JAG is insulting to audience's intelligence
8 December 2013 | by See all my reviews

Please note the spoiler alert.

In this episode, an Iraqi POW is found dead, executed with a shot to the back of the head. A marine who boasted to a woman in a bar, after being asked if he had killed anyone, told her that he had taken this prisoner and "zapped him." He is court-martialed with Col. McKenzie defending and Bud prosecuting.

As one familiar with JAG could reasonably predict, the marine was found not guilty. As I've noted in reviews of previous episodes, JAG tends to stay away from every criticizing the military as an institution. With scandals such as what happened at the Abu Ghraib prison, JAG wouldn't have been out of line in admitting the fact that members of the military have abused prisoners. But the particular reason for the titling of this review is that the episode ends promptly after the marine is acquitted. Are we supposed to just forget that there was a murdered POW? Just because a prime suspect was acquitted doesn't mean that a murder didn't happen.

The subplot is also pretty silly. A Navy pitcher is investigated for hitting a batter in the head with a pitch. A huge problem is how poorly the incident (or accident) is presented. The director made a poor decision; the pitch was done in slow motion with the batter not moving at all and it appears as though the ball strikes him under the shoulder. This becomes very confusing when what we are told is that the pitch actually hit the batter in the head and was aimed behind his head so that he would back into it.
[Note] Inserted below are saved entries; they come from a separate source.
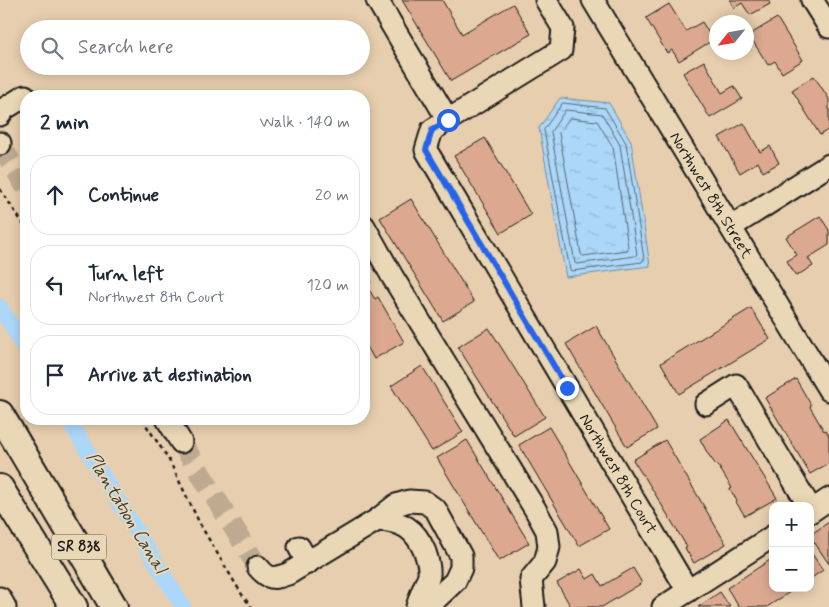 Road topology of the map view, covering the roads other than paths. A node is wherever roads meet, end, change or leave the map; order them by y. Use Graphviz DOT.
graph roads {
  1 [pos="377,0"];
  2 [pos="546,0"];
  3 [pos="593,0"];
  4 [pos="812,0"];
  5 [pos="829,28"];
  6 [pos="20,99"];
  7 [pos="0,115"];
  8 [pos="448,120"];
  9 [pos="829,165"];
  10 [pos="731,227"];
  11 [pos="370,237"];
  12 [pos="829,390"];
  13 [pos="706,404"];
  14 [pos="0,414"];
  15 [pos="171,425"];
  16 [pos="181,442"];
  17 [pos="0,488"];
  18 [pos="811,502"];
  19 [pos="377,520"];
  20 [pos="441,520"];
  21 [pos="416,535"];
  22 [pos="769,539"];
  23 [pos="258,568"];
  24 [pos="688,591"];
  25 [pos="0,598"];
  26 [pos="6,607"];
  27 [pos="74,607"];
  28 [pos="114,607"];
  29 [pos="417,607"];
  30 [pos="432,607"];
  31 [pos="534,607"];
  32 [pos="663,607"];
  1 -- 8 [label="street"];
  2 -- 8 [label="street"];
  3 -- 10 [label="street, Northwest 8th Street"];
  4 -- 5 [label="street"];
  6 -- 7 [label="street"];
  8 -- 24 [label="street, Northwest 8th Court"];
  9 -- 10 [label="street"];
  10 -- 12 [label="street, Northwest 8th Street"];
  11 -- 31 [label="street"];
  13 -- 18 [label="street"];
  14 -- 28 [label="main road, SR 838"];
  15 -- 16 [label="street"];
  17 -- 27 [label="main road, SR 838"];
  19 -- 20 [label="street"];
  19 -- 21 [label="street"];
  19 -- 23 [label="street"];
  20 -- 21 [label="street"];
  20 -- 30 [label="street"];
  21 -- 29 [label="street"];
  22 -- 24 [label="street"];
  24 -- 32 [label="street"];
  25 -- 26 [label="street"];
}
This makes no sense. If the ball is actually aimed behind his head, it is hard to imagine that the batter's instinctive reaction would be to back up. As well, the pitch was a fastball. The only way such a result seems plausible is if the pitch had movement on it, such as with a curve ball or slider. Some pitchers' fastballs do have movement on them, but not enough for a batter to misjudge it so badly that they move into it. Lastly, it is quite hard to believe that a Navy pitcher with a 95 mile per hour fastball is playing for the Navy baseball team. Someone like that would probably have been drafted, at least into the minor leagues, right out of high school. (Perhaps I am nitpicking here, but it's rare that I feel like the plot of a JAG episode is tight and cohesive. Clearly, this isn't one of those times.)